Less than a year, and NOK ≈ 3.8 / 4.2 m
Arbeids- og inkluderingsdepartementet, samisk avdeling
Forthcoming meeting.
Political setting:
- Universell utforming (persons with disabilities should have access => blind, etc.)
- Sámi language policy (for Sámi as well, not only for norw) => the “me too! principle”
These political premises lead to the conclusion in 20.5.3[#1]
20.5.3 Talesyntese
“Stadig flere tjenester gjøres elektroniske og mye informasjon gjøres tilgjengelig i digital form, blant annet i biblioteker. For å kunne gi alle tilgang er det av flere pekt på behov for ytterligere innsats fra det offentlige, og mange aktører har pekt spesielt på tilgang til verktøy for talesyntese.”

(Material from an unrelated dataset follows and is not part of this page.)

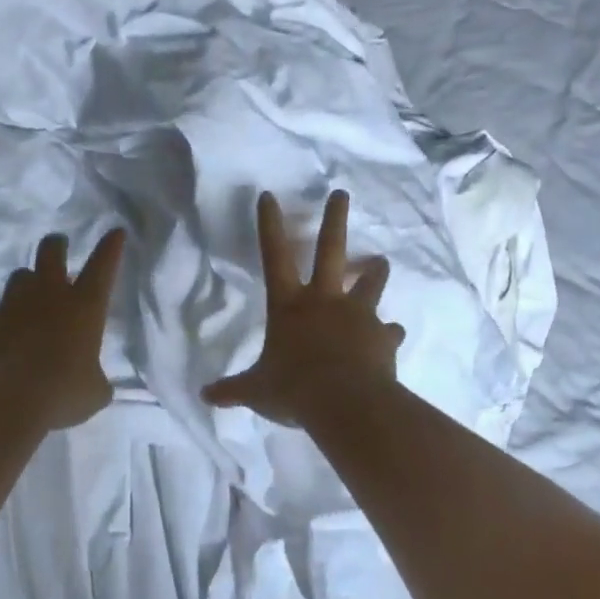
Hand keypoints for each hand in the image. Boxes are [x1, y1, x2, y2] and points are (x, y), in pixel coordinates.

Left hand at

“Tale har vist seg å være en effektiv måte å presentere informasjon på, enten den blir brukt alene, sammen med teksten, eller er synkronisert med teksten ved at markøren viser hvilket ord som blir lest. Taleprogram kan gi mennesker med lese- og skrivevansker tilgang til ulike typer tekst, fra fagbøker til aviser. Mennesker som skal lære norsk vil også kunne få god nytte av slik funksjonalitet. Sametinget har utredet om det er mulig å utvikle talesyntese for samiske språk. Talesyntesen er tenkt brukt som tilleggsverktøy i kombinasjon med ordinære korrekturprogram. Erfaring viser at bruk av talesyntese støtter både lese- og skriveprosessen. I tillegg vil talesyntese kunne bli brukt som grunnlag for å utvikle et moderne tjenestetilbud på mange felt.”
Two views:
1 - we’re done
2 - we have just started
- sentence prosody, intonation studies
- better empirical basis for the hmm model we have today
(the first 186 sentences sound better than the rest)
Form:
- Research collaboration
- Company to make the windows-based boring stuff
The company will be reluctant to open up the system. Bringing the two together might be harder
For speech synthesis we will need a person who is capable of developing a tts.
Our view
- Linguistically interesting
- Working
- Developing our research milieus
- Companies must be chosen via public tender
Strategic goal
Establish an as independent production line as possible
Be able to scale up the number of languages
Where will we stop?
Maximal version:
Within our scope:
Production line for open platforms
The linguistic part, and the basic (to be specified) part of the
production line for proprietary platforms
Embedding applications into proprietary platforms is outside our scope
- do the linguistics
- see what the company does for microsoft
- learn from that
- do “the same” for unix platforms
Prerequisites
Parsers:
- morphology, disambiguation, dependency: sme
- morphology, disambiguation: smj
- morphology (partly): sma
Languages:
- Lule Sámi: Like North Sámi, but writes the consonants with Swedish orthogrhaphic rules, and “has a more Scandinavian sound” (tt subjective)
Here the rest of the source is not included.